Exercise data |
§
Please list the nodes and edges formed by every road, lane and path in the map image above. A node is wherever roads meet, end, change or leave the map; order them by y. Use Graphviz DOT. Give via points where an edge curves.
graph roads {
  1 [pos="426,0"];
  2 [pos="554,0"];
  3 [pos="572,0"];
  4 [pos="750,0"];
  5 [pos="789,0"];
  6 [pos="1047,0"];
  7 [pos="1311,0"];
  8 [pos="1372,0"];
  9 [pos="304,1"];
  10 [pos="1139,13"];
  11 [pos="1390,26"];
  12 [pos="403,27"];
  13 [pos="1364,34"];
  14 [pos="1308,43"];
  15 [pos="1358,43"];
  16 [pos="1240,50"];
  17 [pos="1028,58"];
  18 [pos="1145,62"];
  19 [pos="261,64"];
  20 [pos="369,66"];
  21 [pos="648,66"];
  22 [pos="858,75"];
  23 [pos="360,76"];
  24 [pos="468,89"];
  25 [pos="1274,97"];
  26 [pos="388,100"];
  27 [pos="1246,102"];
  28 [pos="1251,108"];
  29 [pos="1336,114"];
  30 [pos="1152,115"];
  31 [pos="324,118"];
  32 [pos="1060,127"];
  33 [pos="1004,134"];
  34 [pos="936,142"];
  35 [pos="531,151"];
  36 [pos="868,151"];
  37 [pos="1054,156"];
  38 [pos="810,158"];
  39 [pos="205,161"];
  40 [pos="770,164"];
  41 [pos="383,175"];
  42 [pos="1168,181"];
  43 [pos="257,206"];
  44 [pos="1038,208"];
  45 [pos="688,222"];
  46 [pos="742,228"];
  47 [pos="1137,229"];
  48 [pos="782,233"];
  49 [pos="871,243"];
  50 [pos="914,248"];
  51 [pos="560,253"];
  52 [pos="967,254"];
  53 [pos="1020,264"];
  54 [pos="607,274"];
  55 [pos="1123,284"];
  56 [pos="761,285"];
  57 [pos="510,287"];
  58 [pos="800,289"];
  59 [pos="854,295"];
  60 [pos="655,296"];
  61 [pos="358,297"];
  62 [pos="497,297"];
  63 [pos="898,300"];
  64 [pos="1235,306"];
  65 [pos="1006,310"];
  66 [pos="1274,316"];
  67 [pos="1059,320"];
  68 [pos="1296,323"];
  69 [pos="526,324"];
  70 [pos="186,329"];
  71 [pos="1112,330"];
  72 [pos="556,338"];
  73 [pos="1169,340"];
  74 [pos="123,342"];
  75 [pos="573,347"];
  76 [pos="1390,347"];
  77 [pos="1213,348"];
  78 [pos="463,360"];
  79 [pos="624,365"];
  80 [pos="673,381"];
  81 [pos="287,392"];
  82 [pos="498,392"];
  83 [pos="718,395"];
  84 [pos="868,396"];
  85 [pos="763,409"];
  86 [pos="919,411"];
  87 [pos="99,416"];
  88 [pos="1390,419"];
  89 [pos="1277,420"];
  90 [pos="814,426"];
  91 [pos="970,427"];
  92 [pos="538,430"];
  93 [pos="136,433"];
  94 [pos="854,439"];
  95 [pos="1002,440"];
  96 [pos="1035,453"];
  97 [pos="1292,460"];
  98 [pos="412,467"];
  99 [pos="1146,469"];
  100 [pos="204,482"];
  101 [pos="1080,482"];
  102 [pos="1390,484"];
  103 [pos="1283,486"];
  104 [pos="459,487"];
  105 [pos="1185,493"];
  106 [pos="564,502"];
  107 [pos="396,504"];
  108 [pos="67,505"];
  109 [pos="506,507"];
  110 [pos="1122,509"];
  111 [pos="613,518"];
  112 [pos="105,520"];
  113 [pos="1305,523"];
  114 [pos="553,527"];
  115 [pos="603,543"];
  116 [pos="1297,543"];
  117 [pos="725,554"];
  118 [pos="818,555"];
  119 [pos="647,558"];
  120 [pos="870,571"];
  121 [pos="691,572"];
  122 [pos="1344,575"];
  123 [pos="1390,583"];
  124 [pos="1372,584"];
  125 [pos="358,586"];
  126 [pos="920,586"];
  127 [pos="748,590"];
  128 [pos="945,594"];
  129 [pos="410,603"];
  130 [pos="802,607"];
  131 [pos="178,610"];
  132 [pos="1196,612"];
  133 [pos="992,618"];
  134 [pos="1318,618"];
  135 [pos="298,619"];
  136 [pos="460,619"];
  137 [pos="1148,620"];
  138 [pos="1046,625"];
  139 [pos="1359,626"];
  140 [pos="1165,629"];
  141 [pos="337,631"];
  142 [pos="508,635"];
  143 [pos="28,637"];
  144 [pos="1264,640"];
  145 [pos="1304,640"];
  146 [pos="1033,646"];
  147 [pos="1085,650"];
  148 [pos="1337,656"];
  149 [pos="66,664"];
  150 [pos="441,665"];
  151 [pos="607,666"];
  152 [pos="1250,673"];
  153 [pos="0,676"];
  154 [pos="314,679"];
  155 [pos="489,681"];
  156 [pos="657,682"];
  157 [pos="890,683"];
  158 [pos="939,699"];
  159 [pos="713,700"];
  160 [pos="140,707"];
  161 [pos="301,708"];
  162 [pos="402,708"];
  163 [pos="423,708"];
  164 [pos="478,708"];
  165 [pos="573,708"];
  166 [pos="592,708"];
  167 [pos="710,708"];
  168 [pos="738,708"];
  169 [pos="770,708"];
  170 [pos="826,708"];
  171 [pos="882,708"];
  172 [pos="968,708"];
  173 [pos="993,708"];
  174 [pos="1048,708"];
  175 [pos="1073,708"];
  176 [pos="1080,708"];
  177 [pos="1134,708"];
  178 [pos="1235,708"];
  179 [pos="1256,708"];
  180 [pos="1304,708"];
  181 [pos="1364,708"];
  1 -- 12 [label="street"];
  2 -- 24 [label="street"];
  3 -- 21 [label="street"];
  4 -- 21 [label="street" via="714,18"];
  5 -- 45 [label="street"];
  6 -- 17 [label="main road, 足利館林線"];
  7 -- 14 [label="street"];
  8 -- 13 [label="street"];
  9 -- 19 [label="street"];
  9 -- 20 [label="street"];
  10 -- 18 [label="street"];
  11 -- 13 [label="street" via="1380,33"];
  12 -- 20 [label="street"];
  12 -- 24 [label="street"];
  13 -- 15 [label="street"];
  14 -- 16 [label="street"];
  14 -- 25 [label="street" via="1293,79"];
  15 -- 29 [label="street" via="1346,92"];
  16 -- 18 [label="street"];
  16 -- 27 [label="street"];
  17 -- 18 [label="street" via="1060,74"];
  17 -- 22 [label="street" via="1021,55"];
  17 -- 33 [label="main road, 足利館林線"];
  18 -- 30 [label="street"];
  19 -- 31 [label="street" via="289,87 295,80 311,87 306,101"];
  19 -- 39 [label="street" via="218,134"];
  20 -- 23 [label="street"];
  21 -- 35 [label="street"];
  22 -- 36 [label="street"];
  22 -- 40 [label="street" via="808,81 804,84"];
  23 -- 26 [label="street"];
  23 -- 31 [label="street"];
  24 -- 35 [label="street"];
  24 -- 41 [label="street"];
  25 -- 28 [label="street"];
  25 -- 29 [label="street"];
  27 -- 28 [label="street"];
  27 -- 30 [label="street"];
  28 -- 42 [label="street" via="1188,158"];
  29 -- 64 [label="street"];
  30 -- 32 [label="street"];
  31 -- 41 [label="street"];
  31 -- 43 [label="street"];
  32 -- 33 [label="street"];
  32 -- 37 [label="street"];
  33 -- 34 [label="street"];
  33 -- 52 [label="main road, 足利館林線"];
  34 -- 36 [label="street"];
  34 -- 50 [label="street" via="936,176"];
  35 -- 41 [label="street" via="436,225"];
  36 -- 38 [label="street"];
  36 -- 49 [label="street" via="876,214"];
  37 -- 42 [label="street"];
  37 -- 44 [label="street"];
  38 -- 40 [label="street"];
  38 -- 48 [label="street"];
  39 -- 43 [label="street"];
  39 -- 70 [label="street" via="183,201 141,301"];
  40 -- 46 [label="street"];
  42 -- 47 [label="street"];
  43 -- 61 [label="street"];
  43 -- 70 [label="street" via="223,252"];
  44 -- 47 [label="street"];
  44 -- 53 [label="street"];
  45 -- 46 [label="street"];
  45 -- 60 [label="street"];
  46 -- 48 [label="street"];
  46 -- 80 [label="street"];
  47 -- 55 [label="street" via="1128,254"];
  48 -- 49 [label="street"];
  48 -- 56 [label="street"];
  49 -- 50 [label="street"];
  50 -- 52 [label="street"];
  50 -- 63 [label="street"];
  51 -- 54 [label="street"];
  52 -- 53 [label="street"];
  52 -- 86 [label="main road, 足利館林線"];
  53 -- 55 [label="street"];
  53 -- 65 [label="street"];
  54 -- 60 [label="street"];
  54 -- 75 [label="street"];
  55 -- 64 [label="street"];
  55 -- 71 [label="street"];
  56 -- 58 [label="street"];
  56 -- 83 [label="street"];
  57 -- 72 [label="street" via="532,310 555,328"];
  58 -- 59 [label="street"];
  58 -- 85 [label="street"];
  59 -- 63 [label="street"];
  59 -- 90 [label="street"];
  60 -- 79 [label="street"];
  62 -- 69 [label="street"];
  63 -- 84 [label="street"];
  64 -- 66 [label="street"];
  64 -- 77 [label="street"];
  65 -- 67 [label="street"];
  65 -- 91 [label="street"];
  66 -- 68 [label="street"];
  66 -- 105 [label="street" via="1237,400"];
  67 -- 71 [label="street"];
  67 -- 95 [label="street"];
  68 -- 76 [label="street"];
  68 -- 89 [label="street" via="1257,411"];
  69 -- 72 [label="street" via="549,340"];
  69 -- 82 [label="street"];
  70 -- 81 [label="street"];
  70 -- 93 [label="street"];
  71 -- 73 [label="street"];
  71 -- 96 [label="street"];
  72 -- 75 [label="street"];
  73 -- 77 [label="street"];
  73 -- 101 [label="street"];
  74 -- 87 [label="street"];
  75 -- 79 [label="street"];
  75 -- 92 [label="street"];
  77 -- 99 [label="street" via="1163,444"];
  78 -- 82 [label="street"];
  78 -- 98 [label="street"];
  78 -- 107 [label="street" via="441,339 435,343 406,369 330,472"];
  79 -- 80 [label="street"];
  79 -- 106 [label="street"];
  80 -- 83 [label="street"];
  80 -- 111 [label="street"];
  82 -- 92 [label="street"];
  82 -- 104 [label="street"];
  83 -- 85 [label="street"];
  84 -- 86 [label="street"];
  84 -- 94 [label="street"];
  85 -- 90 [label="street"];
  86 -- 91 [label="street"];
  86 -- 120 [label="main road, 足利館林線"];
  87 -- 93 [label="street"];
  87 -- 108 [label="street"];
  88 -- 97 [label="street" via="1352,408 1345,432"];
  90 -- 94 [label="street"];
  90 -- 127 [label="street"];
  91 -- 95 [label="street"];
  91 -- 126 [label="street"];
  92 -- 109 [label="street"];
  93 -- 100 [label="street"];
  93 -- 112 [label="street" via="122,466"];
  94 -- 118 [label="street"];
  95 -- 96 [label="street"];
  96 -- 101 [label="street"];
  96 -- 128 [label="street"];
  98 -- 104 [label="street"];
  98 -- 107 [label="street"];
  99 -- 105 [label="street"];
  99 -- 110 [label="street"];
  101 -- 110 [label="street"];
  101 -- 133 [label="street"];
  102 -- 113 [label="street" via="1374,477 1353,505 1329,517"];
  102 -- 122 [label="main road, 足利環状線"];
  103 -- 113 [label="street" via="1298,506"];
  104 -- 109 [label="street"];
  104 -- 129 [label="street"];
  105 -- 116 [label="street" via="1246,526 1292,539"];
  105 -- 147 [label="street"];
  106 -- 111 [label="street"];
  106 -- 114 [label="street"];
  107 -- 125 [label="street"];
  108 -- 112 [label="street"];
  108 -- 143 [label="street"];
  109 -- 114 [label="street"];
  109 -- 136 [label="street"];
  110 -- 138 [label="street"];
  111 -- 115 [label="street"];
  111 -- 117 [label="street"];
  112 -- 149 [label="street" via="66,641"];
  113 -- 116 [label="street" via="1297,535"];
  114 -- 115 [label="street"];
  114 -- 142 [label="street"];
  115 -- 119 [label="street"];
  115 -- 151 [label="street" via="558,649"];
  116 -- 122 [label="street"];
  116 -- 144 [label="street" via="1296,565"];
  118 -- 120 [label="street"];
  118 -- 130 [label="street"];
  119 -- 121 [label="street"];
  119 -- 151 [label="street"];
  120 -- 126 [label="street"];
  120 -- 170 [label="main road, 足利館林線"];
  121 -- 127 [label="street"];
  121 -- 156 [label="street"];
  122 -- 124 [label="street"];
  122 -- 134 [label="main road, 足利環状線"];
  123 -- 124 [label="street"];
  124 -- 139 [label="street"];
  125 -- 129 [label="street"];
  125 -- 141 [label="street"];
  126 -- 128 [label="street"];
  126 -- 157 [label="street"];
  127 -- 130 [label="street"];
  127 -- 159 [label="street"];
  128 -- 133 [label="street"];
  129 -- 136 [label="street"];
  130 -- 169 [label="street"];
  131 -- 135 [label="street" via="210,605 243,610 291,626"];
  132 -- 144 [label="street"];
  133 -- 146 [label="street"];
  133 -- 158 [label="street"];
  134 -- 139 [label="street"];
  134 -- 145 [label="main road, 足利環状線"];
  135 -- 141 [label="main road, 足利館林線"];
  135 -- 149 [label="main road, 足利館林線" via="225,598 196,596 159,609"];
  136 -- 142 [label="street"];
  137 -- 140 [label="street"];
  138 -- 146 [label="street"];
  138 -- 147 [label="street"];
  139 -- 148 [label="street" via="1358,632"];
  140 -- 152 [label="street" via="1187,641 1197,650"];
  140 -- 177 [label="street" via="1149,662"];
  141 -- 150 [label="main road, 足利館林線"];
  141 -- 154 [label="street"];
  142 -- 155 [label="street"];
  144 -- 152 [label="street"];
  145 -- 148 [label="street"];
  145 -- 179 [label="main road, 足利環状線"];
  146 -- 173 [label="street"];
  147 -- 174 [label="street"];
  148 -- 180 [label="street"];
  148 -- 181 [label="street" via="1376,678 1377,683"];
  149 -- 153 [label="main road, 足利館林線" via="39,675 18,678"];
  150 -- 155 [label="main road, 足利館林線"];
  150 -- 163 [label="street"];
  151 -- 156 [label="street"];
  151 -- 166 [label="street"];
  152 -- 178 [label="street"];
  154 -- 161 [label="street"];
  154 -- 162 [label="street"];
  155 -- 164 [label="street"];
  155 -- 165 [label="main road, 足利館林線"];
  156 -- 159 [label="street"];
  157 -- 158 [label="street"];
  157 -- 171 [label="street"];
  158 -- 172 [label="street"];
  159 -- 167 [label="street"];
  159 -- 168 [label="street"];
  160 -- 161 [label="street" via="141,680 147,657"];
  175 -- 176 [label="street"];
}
§
Task instructions | From the data above, copy out every line with the string "足利館林線" in it.

Response for this exercise |
  6 -- 17 [label="main road, 足利館林線"];
  17 -- 33 [label="main road, 足利館林線"];
  33 -- 52 [label="main road, 足利館林線"];
  52 -- 86 [label="main road, 足利館林線"];
  86 -- 120 [label="main road, 足利館林線"];
  120 -- 170 [label="main road, 足利館林線"];
  135 -- 141 [label="main road, 足利館林線"];
  135 -- 149 [label="main road, 足利館林線" via="225,598 196,596 159,609"];
  141 -- 150 [label="main road, 足利館林線"];
  149 -- 153 [label="main road, 足利館林線" via="39,675 18,678"];
  150 -- 155 [label="main road, 足利館林線"];
  155 -- 165 [label="main road, 足利館林線"];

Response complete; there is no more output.